(Collected data)

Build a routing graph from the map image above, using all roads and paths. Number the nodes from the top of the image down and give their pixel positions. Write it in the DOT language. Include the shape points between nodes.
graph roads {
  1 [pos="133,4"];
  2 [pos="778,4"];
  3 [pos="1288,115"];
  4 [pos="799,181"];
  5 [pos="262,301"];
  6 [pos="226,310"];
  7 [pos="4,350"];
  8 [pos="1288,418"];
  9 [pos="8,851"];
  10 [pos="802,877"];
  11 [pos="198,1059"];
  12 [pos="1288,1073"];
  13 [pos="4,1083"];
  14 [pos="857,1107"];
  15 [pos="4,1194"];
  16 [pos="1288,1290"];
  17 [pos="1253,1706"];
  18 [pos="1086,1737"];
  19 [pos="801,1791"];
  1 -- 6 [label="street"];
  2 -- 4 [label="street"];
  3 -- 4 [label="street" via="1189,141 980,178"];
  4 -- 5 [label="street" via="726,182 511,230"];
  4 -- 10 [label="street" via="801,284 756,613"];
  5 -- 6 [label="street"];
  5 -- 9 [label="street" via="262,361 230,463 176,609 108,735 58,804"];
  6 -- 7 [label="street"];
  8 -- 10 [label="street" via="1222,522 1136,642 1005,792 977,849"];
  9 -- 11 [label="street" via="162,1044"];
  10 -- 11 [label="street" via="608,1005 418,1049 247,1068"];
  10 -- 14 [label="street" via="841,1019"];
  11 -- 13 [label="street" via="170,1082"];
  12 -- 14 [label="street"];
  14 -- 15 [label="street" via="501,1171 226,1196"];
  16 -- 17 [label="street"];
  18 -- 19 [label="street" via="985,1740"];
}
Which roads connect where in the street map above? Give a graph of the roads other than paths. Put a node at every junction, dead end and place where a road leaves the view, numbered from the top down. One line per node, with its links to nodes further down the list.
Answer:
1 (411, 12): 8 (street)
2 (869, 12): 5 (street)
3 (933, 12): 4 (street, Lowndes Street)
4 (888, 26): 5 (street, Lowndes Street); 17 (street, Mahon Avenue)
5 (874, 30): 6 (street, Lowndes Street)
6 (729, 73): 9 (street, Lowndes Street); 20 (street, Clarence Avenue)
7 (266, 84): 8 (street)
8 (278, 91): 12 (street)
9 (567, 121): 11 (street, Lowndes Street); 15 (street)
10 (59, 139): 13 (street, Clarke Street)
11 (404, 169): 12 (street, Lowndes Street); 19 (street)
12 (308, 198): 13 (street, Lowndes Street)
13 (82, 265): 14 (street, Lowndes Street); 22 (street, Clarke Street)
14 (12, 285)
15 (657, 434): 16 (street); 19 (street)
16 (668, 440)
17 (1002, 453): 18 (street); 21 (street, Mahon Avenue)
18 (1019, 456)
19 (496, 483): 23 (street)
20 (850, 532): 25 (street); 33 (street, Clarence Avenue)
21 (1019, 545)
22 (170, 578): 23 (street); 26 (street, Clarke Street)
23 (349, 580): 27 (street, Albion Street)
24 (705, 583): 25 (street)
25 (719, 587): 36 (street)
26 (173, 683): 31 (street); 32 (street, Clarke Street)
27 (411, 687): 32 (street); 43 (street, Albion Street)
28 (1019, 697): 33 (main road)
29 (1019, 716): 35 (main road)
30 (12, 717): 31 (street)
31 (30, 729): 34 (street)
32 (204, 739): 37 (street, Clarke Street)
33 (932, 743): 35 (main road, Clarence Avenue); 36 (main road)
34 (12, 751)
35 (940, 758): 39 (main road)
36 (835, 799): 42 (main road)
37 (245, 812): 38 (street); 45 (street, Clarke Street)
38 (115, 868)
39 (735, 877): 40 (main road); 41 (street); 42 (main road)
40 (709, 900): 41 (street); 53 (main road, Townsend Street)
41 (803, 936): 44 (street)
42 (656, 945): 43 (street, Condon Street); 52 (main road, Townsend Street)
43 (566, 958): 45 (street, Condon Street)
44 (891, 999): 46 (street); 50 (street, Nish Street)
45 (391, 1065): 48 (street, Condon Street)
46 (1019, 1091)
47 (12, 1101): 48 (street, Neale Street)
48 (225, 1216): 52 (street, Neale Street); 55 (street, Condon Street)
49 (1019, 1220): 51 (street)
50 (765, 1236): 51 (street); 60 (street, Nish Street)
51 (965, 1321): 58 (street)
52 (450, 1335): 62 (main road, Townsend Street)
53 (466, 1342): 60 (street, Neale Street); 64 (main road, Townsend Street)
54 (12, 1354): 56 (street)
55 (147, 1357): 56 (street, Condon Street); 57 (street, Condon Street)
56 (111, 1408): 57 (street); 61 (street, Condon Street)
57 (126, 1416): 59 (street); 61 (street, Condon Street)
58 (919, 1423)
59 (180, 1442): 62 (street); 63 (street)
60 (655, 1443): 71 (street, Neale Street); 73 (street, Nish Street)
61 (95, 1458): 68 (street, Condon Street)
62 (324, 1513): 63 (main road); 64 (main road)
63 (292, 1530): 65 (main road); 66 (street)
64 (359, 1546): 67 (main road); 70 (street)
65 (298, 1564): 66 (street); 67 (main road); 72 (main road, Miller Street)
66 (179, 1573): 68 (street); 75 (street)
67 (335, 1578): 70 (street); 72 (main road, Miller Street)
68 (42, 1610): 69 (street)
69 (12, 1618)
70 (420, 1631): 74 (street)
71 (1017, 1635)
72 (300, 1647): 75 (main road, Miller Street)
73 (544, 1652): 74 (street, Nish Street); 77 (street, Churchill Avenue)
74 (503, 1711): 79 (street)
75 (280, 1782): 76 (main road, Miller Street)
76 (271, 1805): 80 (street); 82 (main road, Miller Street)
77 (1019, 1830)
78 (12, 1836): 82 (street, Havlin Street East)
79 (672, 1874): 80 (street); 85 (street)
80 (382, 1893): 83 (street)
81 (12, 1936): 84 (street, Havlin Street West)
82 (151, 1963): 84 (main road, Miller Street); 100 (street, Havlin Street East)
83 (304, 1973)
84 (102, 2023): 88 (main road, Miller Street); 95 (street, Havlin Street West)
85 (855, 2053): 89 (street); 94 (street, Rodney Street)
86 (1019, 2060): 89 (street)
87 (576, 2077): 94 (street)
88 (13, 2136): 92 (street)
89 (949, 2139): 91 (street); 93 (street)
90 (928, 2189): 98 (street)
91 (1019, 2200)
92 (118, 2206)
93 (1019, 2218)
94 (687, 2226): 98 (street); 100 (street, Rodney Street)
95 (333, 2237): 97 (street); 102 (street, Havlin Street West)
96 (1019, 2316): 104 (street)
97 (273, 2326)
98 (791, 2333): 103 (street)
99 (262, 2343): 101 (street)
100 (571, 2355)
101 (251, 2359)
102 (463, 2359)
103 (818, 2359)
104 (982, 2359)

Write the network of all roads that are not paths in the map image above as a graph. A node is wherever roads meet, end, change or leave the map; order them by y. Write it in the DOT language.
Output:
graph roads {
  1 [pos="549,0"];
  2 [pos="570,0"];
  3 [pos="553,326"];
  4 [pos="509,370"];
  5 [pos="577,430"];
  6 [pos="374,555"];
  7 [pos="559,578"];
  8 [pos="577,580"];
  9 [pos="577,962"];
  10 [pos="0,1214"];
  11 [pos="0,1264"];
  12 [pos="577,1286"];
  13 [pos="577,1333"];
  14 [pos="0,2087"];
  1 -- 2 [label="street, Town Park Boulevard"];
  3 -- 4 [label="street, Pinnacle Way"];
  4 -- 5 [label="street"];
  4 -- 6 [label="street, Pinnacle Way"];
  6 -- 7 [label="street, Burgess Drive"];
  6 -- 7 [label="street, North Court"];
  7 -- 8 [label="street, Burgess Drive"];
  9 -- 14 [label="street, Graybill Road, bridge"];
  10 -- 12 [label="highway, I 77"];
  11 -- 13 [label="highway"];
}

→ Work instructions:
Gather from the records above every line containing the string "Albion".

→ Solution for this exercise:
23 (349, 580): 27 (street, Albion Street)
27 (411, 687): 32 (street); 43 (street, Albion Street)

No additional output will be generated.